Armel Le Cléac’h (/br/; born 11 May 1977 in Saint-Pol-de-Léon) is a French professional navigator and sea captain. He was the IMOCA world champion in 2008 and French champion in single-handed yacht race in 2003. He notably won the Solitaire du Figaro twice (2003 and 2010), the Transat AG2R in 2004 and 2010 and the Single-Handed Trans-Atlantic Race in 2016. He finished second in both the 2008–09 (first participation) and 2012–13 (second participation) editions of the Vendée Globe. In the Vendée Globe 2016–17, he finished first with a new record time of 74d, 3h 35m, 46s. His performance earned him the 2018 Laureus World Sports Award for Action Sportsperson of the Year.

== Biography ==
Armel Le Cléac’h was born on 11 May 1977 in Saint-Pol-de-Léon. He spent his childhood sailing in the Morlaix bay and started competing in Optimist-class dinghies at eight years old. He later joined the Finistère team before competing in the 420 class and sailing in the Solitaire du Figaro.

In Saint-Pol-de-Léon, Le Cléac’h attended the Collège Sainte Ursule, then obtained a scientific baccalauréat in the lycée du Kreisker. Later, he takes an engineering course in IUT Mesures physiques in Lannion and joins the 3rd year in the INSA de Rennes in Sport Excellence class, which allows him to balance sailing training and engineering classes during 3 years.

== Sailing career ==

Le Cléac’h began his professional sailing career in 1999.

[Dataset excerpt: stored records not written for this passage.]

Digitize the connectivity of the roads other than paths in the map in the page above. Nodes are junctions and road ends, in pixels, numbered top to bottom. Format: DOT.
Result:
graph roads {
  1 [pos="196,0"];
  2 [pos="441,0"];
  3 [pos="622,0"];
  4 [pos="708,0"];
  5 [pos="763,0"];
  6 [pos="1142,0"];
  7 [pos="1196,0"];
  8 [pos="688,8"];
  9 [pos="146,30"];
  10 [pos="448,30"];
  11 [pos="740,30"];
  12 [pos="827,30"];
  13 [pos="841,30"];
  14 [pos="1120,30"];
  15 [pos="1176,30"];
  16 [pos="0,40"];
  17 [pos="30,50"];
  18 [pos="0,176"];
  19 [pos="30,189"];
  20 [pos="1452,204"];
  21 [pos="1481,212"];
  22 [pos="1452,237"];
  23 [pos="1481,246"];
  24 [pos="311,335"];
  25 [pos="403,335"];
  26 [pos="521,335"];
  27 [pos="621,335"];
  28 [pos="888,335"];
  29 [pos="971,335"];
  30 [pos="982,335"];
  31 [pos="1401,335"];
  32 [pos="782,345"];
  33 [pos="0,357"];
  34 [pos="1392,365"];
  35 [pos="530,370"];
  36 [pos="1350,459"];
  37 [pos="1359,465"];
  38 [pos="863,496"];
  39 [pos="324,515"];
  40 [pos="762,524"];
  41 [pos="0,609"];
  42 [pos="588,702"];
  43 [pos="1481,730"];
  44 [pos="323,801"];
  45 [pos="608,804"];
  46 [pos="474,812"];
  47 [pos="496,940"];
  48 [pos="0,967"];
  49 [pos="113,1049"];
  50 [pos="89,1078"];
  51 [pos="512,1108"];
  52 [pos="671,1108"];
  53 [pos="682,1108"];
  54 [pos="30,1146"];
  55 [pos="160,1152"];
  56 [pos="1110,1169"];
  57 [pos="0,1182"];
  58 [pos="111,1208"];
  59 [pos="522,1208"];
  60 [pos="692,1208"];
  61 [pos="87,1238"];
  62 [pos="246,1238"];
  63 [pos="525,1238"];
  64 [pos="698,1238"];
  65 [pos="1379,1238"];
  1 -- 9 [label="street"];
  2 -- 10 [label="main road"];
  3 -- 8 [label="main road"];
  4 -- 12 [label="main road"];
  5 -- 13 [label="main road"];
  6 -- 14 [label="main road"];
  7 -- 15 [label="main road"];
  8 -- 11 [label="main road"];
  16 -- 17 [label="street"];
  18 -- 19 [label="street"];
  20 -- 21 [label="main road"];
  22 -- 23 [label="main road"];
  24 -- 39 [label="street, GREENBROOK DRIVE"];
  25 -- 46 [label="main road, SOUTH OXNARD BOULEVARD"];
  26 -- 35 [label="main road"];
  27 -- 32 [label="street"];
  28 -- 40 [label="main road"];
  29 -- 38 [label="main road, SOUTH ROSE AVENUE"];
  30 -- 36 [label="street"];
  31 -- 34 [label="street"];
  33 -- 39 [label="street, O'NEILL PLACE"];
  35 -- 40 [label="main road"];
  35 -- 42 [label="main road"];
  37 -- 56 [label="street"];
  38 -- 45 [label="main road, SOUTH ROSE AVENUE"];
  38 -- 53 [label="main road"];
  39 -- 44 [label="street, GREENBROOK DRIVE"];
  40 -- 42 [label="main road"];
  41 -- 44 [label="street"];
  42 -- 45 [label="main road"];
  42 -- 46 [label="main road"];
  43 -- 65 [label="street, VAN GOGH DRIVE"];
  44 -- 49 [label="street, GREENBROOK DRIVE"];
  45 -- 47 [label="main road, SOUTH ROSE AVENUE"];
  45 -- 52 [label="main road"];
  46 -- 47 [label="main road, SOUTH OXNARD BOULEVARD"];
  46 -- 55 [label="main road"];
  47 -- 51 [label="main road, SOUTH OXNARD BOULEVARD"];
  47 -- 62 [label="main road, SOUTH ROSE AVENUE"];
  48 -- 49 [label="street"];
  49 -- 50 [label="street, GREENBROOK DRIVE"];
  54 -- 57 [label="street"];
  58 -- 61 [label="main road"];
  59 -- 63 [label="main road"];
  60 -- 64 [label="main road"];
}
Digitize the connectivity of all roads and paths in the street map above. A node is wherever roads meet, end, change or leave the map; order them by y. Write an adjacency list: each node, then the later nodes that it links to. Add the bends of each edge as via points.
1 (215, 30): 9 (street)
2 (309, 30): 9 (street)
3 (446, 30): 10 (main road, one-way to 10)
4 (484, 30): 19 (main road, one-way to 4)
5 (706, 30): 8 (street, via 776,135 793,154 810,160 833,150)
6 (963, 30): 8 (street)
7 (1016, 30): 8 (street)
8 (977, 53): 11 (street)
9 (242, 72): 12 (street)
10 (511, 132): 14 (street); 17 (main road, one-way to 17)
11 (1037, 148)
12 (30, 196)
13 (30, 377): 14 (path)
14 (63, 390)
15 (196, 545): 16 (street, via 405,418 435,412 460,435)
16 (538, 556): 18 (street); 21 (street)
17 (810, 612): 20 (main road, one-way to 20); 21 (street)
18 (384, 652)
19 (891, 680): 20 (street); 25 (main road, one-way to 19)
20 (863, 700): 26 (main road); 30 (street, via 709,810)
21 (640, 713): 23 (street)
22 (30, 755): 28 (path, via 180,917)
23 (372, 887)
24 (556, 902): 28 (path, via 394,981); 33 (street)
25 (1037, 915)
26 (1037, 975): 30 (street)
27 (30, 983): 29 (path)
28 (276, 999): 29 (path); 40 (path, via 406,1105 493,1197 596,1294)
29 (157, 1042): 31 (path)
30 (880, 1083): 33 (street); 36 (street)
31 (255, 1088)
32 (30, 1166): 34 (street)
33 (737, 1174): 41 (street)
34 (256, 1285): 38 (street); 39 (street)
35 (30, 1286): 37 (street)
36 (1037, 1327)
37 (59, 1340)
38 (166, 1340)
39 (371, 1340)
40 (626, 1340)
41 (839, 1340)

He was the IMOCA world champion in 2008 and French champion in single-handed yacht race in 2003, he notably won the Solitaire du Figaro twice (2003 et 2010), the Transat AG2R in 2004 and 2010 and the Single-Handed Trans-Atlantic Race in 2016. He finished second in the Vendée Globe, during the 2008-2009 (first participation) and 2012-2013 editions (second participation). Cléac’h won the Vendée Globe 2016–2017 with a record of 74d 3h 35' 46" with Banque Populaire VIII designed by Verdier/VPLP design.

== Achievements ==

He was the winner of the 2016-17 Vendée Globe in a new record time of 74 days, three hours and 35 minutes. In 2018, he won the Laureus World Sports Award for Action Sportsperson of the Year.